■ Stored items
━━━━━━━━━━

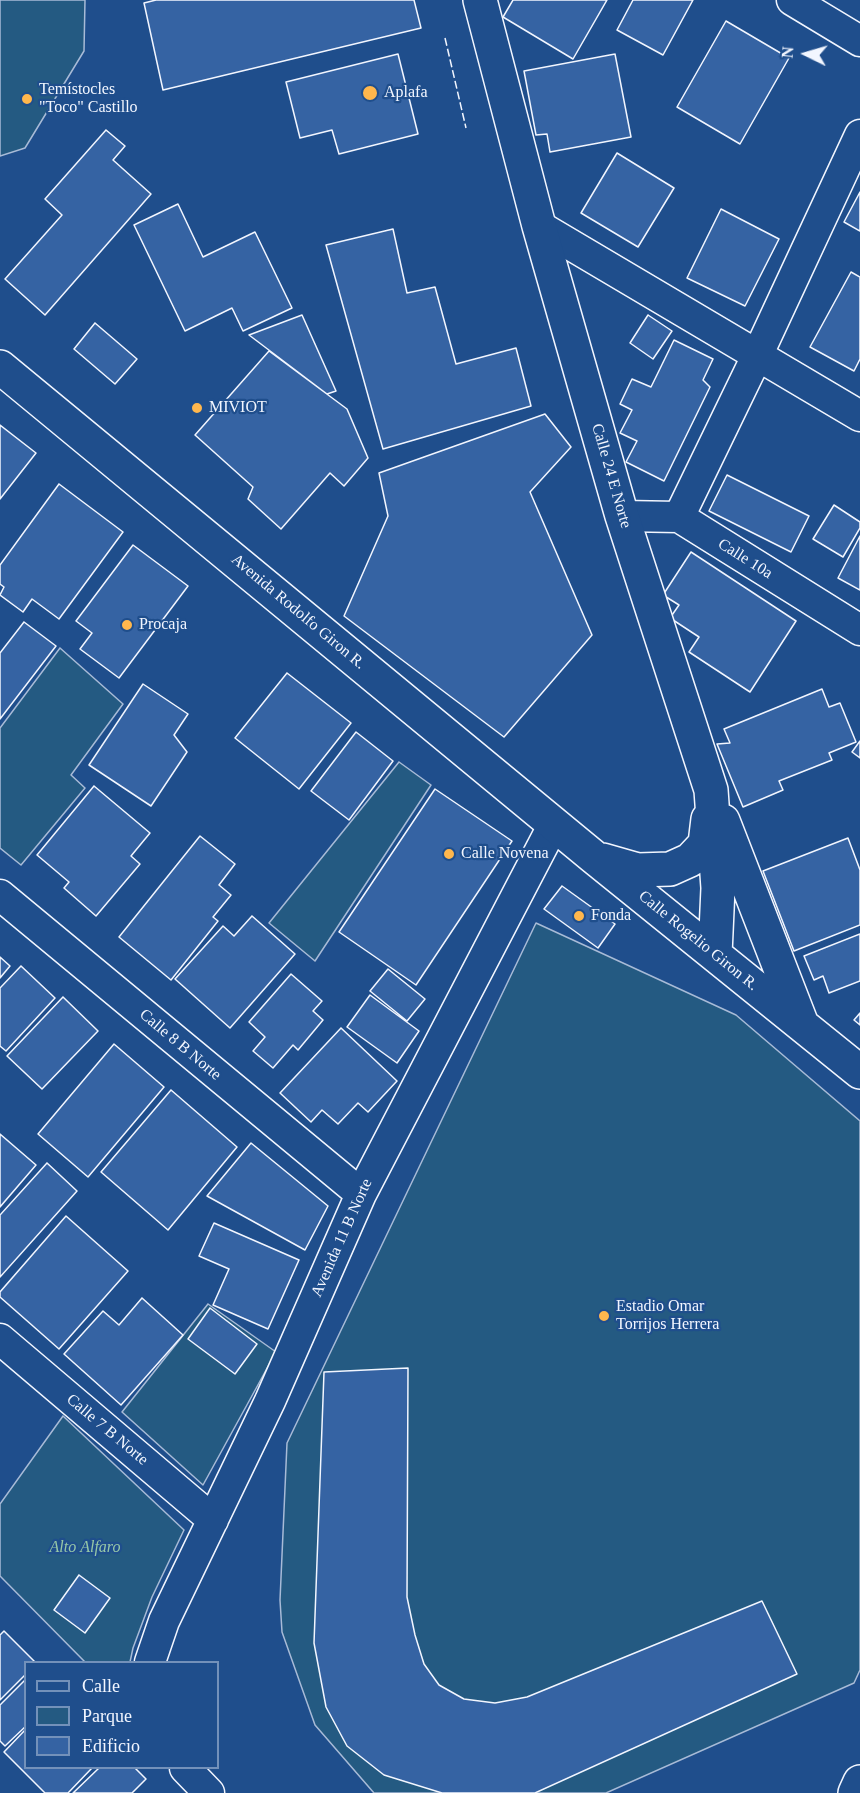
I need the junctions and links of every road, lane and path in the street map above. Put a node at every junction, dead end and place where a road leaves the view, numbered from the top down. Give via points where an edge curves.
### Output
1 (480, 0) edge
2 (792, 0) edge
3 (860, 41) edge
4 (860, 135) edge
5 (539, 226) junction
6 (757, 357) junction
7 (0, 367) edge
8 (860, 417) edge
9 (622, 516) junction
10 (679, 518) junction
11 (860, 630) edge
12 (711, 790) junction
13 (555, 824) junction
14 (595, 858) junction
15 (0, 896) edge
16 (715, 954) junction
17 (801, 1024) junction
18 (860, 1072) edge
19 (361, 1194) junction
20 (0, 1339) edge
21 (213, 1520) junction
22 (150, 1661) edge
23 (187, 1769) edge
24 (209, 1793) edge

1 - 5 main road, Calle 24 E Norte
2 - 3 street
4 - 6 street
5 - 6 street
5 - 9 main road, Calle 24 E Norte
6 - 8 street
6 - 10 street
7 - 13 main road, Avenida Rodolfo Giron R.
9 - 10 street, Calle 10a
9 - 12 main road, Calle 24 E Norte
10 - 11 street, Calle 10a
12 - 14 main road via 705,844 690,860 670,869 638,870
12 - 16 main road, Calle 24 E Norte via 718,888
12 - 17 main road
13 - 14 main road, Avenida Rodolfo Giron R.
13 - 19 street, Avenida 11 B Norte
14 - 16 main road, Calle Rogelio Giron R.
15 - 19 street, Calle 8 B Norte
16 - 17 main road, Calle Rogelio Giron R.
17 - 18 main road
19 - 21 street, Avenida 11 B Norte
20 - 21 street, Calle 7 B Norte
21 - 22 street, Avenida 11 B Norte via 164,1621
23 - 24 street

━━━━━━━━━━

■ WORK TO BE COMPLETED
Write the records above out again word for word, skipping each picture.

■ WRITTEN SOLUTION
I need the junctions and links of every road, lane and path in the street map above. Put a node at every junction, dead end and place where a road leaves the view, numbered from the top down. Give via points where an edge curves.
### Output
1 (480, 0) edge
2 (792, 0) edge
3 (860, 41) edge
4 (860, 135) edge
5 (539, 226) junction
6 (757, 357) junction
7 (0, 367) edge
8 (860, 417) edge
9 (622, 516) junction
10 (679, 518) junction
11 (860, 630) edge
12 (711, 790) junction
13 (555, 824) junction
14 (595, 858) junction
15 (0, 896) edge
16 (715, 954) junction
17 (801, 1024) junction
18 (860, 1072) edge
19 (361, 1194) junction
20 (0, 1339) edge
21 (213, 1520) junction
22 (150, 1661) edge
23 (187, 1769) edge
24 (209, 1793) edge

1 - 5 main road, Calle 24 E Norte
2 - 3 street
4 - 6 street
5 - 6 street
5 - 9 main road, Calle 24 E Norte
6 - 8 street
6 - 10 street
7 - 13 main road, Avenida Rodolfo Giron R.
9 - 10 street, Calle 10a
9 - 12 main road, Calle 24 E Norte
10 - 11 street, Calle 10a
12 - 14 main road via 705,844 690,860 670,869 638,870
12 - 16 main road, Calle 24 E Norte via 718,888
12 - 17 main road
13 - 14 main road, Avenida Rodolfo Giron R.
13 - 19 street, Avenida 11 B Norte
14 - 16 main road, Calle Rogelio Giron R.
15 - 19 street, Calle 8 B Norte
16 - 17 main road, Calle Rogelio Giron R.
17 - 18 main road
19 - 21 street, Avenida 11 B Norte
20 - 21 street, Calle 7 B Norte
21 - 22 street, Avenida 11 B Norte via 164,1621
23 - 24 street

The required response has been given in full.